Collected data
Start of Block

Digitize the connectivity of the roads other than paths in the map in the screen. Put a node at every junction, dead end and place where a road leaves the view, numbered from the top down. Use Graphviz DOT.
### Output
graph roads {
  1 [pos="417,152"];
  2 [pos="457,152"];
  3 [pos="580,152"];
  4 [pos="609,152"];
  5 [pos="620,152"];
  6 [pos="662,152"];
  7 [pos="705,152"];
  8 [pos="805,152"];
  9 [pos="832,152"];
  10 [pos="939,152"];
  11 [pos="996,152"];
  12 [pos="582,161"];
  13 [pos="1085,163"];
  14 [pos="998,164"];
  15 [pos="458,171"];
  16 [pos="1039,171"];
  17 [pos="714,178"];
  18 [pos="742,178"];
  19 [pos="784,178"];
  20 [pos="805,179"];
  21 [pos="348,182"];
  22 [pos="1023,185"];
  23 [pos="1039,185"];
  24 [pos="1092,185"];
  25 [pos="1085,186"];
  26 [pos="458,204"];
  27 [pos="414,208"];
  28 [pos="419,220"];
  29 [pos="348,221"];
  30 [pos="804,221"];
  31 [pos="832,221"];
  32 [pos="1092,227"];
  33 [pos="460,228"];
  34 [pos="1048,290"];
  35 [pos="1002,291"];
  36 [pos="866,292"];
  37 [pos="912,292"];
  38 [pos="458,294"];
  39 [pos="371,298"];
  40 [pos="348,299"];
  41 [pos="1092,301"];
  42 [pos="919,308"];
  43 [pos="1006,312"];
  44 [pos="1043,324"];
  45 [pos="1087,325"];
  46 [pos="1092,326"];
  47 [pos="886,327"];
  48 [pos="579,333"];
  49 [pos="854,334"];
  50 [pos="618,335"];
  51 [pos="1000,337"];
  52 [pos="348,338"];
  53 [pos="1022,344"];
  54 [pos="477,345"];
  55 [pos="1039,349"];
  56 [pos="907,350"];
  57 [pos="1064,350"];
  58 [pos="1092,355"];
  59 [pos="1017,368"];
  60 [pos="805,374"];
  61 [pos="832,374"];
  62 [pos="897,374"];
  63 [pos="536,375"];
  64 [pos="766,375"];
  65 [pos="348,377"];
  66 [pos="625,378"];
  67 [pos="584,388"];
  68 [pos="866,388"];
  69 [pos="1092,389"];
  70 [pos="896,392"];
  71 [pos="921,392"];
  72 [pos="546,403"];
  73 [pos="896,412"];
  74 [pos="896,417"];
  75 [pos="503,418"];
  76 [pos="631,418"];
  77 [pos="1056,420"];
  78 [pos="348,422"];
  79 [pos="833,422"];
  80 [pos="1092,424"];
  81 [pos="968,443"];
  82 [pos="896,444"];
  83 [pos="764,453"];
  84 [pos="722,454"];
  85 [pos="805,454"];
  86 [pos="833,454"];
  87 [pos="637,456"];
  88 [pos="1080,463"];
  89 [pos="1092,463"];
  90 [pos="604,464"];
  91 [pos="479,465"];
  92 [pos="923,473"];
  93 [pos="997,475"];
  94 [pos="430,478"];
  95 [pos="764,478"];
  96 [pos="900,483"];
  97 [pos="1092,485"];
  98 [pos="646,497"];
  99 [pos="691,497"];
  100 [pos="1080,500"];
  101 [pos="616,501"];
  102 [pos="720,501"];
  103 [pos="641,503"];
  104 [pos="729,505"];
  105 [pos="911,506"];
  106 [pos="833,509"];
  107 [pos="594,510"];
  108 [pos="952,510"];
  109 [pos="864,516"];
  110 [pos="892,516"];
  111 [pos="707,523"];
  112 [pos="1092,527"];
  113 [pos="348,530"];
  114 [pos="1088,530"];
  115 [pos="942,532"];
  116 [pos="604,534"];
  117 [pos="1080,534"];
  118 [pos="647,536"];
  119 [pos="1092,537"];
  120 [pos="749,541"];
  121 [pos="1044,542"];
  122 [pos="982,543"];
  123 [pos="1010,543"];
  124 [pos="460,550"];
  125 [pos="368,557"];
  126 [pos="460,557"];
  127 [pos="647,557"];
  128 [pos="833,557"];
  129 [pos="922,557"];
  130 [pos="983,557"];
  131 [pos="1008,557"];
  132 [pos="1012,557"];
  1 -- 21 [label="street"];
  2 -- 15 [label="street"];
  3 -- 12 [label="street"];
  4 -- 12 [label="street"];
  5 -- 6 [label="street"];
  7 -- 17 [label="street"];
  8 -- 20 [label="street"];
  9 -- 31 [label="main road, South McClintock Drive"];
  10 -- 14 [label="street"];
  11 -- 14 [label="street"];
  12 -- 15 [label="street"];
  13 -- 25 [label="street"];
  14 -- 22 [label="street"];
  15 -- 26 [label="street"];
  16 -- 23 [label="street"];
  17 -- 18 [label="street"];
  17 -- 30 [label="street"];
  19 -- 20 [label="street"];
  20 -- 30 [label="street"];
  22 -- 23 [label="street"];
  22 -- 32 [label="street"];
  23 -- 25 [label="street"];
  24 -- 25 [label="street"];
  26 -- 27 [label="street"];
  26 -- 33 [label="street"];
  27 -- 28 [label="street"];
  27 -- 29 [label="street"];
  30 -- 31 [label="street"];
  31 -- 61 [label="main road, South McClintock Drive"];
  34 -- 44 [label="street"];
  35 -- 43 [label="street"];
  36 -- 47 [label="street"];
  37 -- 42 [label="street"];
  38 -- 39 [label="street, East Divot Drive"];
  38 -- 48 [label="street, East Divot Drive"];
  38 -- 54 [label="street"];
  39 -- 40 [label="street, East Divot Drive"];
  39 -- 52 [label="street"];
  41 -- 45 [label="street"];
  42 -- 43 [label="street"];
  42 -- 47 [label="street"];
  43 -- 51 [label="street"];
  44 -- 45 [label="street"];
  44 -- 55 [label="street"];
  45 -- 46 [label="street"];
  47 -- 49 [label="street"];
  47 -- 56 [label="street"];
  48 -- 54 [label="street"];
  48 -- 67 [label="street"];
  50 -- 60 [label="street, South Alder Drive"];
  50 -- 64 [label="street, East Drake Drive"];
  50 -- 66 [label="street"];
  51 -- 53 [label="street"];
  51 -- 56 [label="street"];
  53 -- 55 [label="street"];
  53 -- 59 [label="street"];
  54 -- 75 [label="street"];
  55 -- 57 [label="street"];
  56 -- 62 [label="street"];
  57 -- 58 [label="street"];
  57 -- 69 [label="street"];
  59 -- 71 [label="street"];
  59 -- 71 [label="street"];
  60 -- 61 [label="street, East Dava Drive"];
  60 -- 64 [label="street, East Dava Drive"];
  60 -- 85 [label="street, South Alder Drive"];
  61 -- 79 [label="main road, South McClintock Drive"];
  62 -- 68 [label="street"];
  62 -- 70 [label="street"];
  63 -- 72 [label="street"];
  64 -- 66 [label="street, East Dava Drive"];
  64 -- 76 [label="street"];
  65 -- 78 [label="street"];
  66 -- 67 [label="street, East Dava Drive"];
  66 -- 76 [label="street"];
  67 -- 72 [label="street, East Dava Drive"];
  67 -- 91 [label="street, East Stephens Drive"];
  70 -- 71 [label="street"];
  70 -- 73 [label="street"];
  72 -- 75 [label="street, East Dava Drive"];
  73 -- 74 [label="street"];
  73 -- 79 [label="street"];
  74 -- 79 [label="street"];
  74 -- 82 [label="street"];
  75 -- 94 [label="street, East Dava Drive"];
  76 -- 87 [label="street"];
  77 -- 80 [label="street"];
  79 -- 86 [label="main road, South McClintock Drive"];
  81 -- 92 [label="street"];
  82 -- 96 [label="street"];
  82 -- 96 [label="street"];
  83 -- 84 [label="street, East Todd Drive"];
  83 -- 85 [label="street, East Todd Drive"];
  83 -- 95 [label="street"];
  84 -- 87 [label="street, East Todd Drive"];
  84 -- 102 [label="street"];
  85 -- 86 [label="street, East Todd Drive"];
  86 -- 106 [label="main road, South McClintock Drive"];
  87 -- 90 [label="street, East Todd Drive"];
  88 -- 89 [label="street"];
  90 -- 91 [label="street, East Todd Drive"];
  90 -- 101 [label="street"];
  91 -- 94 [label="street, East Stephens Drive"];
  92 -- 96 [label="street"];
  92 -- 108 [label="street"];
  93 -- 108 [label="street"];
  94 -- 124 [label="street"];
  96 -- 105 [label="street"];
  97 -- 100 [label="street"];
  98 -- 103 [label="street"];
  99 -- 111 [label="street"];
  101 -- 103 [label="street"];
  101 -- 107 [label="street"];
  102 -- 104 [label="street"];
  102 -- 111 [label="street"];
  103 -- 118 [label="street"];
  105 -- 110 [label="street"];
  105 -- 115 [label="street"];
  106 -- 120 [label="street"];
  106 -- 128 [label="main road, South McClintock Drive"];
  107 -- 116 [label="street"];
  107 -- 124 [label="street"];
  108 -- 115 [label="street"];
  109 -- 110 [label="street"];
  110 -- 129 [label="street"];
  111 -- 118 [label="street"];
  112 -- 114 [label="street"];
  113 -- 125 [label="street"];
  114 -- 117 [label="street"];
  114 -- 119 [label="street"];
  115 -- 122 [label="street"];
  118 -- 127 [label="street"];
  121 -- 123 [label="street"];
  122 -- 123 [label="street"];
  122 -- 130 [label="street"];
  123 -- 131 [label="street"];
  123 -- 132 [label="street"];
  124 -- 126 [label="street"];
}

End of Block

== Assignment ==
Whenever the string "McClintock" shows up in a line of the entries, copy that line.

== Exercise answer ==
  9 -- 31 [label="main road, South McClintock Drive"];
  31 -- 61 [label="main road, South McClintock Drive"];
  61 -- 79 [label="main road, South McClintock Drive"];
  79 -- 86 [label="main road, South McClintock Drive"];
  86 -- 106 [label="main road, South McClintock Drive"];
  106 -- 128 [label="main road, South McClintock Drive"];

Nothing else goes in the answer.